Although the Konavle municipality expresses its cultural, national and religious unity through a shared way of life, shared customs, dialect, folklore and many other features of its people, as well as through common social and economic interests in the development of the area, its regions are at different stages of economic development and value. Furthermore, despite the fact that throughout its history Konavle has gravitated towards Dubrovnik, the church-administrative division into parishes created smaller communities with centres towards which the surrounding smaller villages gravitated and which served as the gathering place for the parishioners, therefore the varying demographic and economic development of the villages could be monitored accordingly.
The Cavtat parish is one of the three oldest parishes in Konavle, and although it administratively belongs to Konavle, it is described as a separate unit or as a part of the Dubrovnik Riviera. The territory of the Cavtat parish belongs to the Donja banda (Lower Side) region of Konavle; however, even in this division Cavtat stands out (as well as Molunat) as its coastline forms an accessible, fairly flat bay, which allowed it to serve as a port for smaller boats. Apart from being a coastal port, Cavtat contains the characteristics of a smaller town, i.e. it is not an exclusively agricultural area, unlike other settlements in Konavle, which are rural in character. Over time, seafaring and fishing have been replaced by tourism. Of all settlements in Konavle, Cavtat has the most developed tourism-related economic activities such as hospitality and catering services, trade and transport.

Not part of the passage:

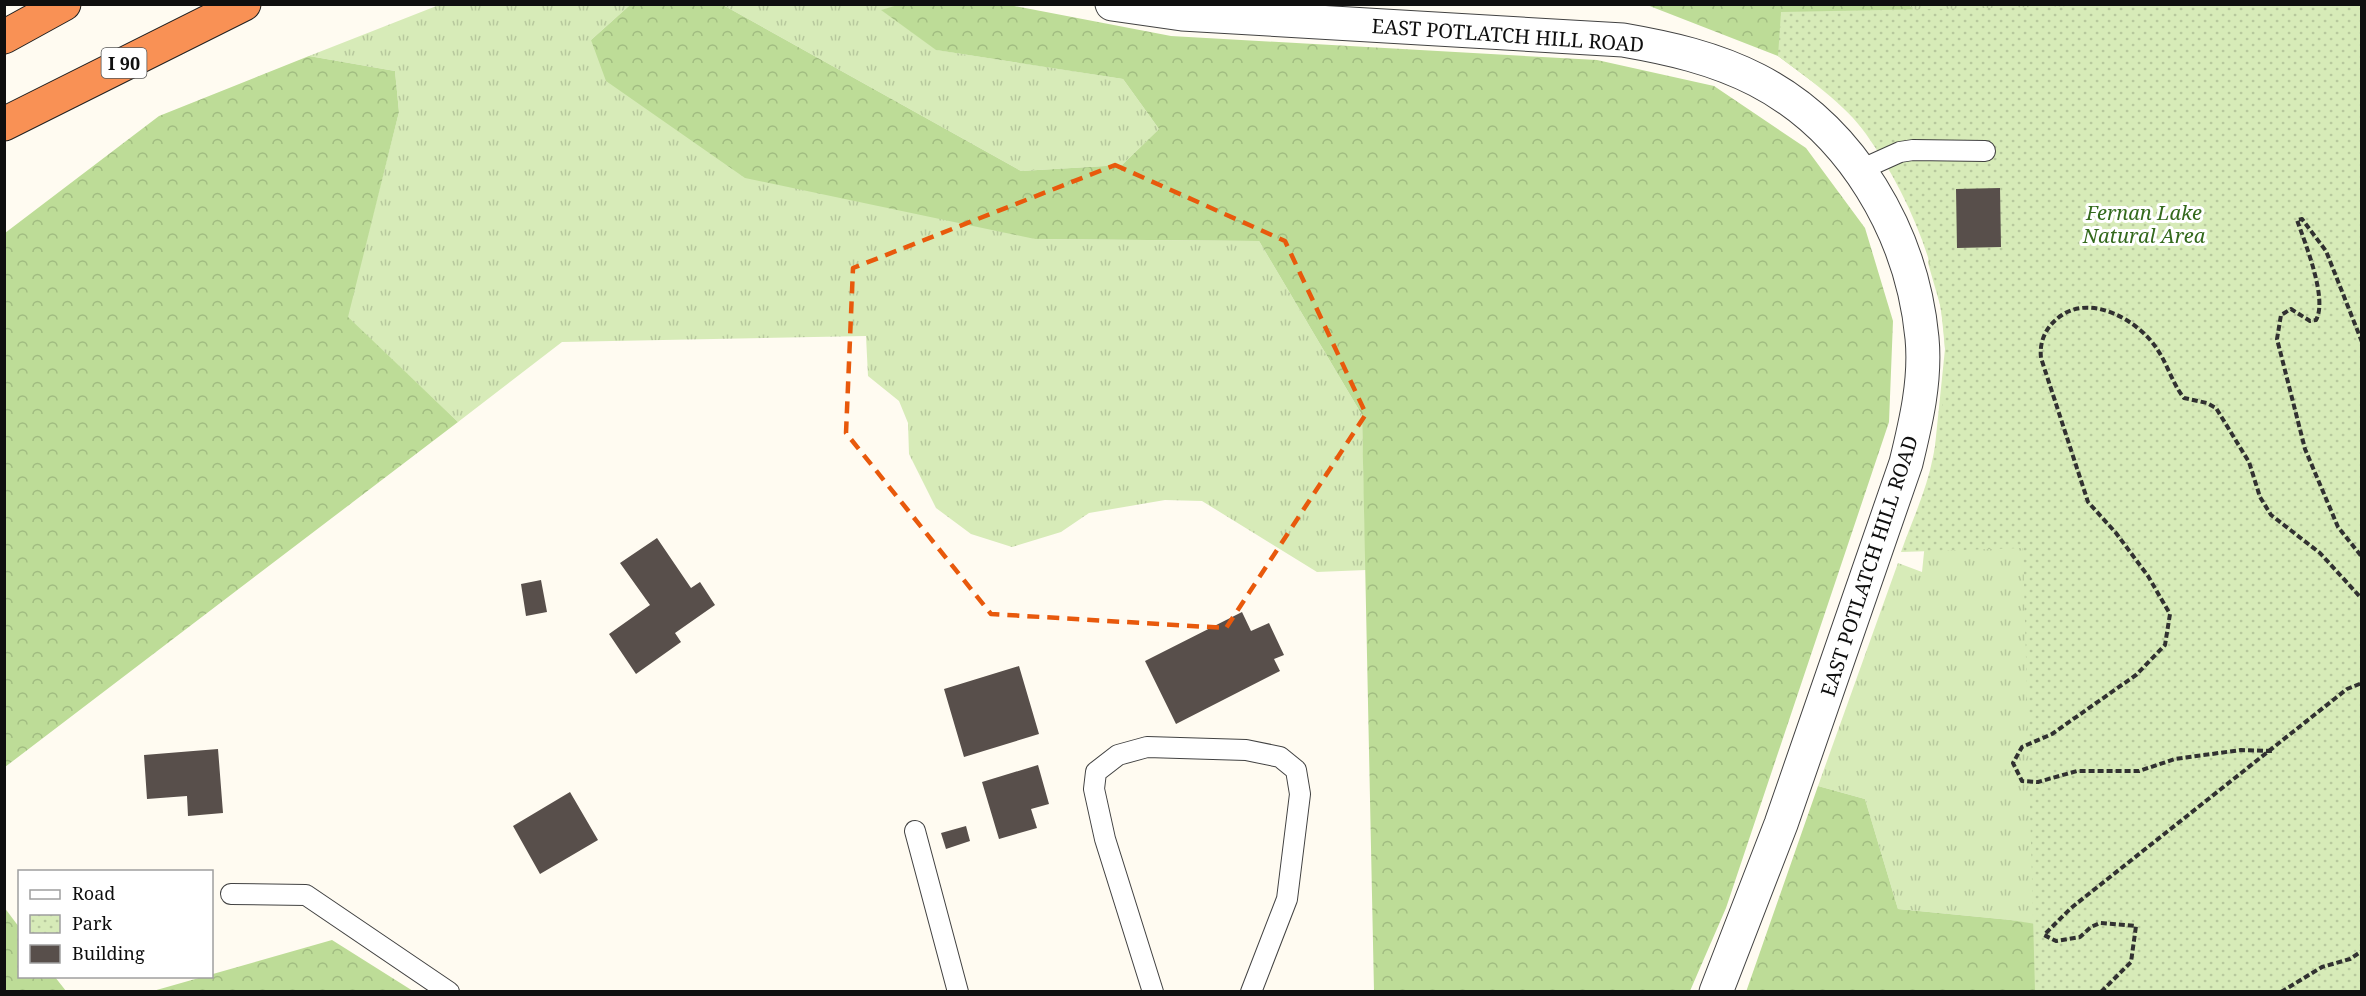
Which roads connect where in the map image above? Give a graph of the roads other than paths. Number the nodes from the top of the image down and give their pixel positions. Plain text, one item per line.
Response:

The residents of the settlements in the Konavle Hills region, which managed to grow financially in the period from the 18th to the 20th century, gravitated towards Cavtat and Zvekovica for trading purposes and eventually moved there. This can still be easily ascertained today by comparing surnames in the Cavtat parish with those in the Stravča parish in the Konavle Hills. Another reason for their relocation is the aforementioned change in economic activity in Cavtat, since there has been a decrease in fishing, while trade and tourism-related activities have experienced an increase. Due to starvation caused by a shortage of agricultural land in times of crisis, the beginning of the 20th century marked an emigration wave from Cavtat, while the rest of Konavle grew grapevines and engaged in agriculture.
Cavtat and Zvekovica experienced the largest immigration wave in the 1970s and 1980s, mostly from the nearby municipalities of Dubrovnik-Neretva County, but also from Bosnia and Herzegovina. Cavtat and Zvekovica are thus at the forefront of positive demographic trends in terms of the number of inhabitants, immigrants and even the age structure of the population.
Also, Cavtat has always gravitated exclusively to Dubrovnik and has connected Konavle to the City via boats. This resulted in Dubrovnik’s culture strongly influencing Cavtat’s residents, who have gladly accepted its lifestyles and fashions.
This is one of the crucial differences between the rest of Konavle and Cavtat. Although under the influence of Dubrovnik and Cavtat, Konavle has preserved many traditions of the distant past, which in Cavtat were replaced by the new customs. While the residents of Konavle find it difficult to abandon the traditions of old and show even greater resistance to the new ones, fashions are changing fast in the Mediterranean. Consequently, Cavtat and the rest of Konavle have developed their own respective fashions and customs.
These differences are supported by numerous accounts and records detailing the animosity between Konavle and Cavtat. For example, there are many derogatory expressions based on differences in outward appearance between the people of Konavle and Cavtat. One of the differences were the opposing attitudes towards sporting facial hair, while the wardrobe differences were even more visible. While the people of Konavle wore traditional folk costumes, the people of Cavtat modeled their fashion choices after those typical of the island of Korčula, the Bay of Kotor and other suburban regions on the coast of the Adriatic Sea, which clearly distanced them from the Dinaric ethnic group tradition present in Konavle. Similar evidence of the aforementioned differences lies in the fact that Cavtat women predominantly practiced weaving, while Konavle women traditionally practiced embroidery.
Moreover, the differences extend to dialect; the Cavtat dialect is closer to the Dubrovnik dialect than to that of Konavle due to its proximity to Dubrovnik in comparison to the Konavle rural settlements. The difference in dialect has been elaborated by many linguists, including Dalibor Brozović, who categorizes the speech of Cavtat’s residents as part of the Dubrovnik dialect:
`The speech of the residents of Cavtat, a small town about 10 kilometres southeast of Dubrovnik, is identical to the Dubrovnik dialect in all its main features. In addition, if we take into consideration all the social changes caused by the rise of modern urban civilization in Dubrovnik, a major cultural and tourist centre, it can be said that the contemporary Cavtat dialect is a more faithful representation of the traditional Dubrovnik dialect than the contemporary Dubrovnik dialect itself.‘
Taking into consideration the complexities concerning the cultural classification of Cavtat and the many similarities and differences it shares with both Konavle and Dubrovnik, it appears reasonable to recognize Cavtat’s specificity and classify it as a meeting point between the Konavle and Dubrovnik way of life.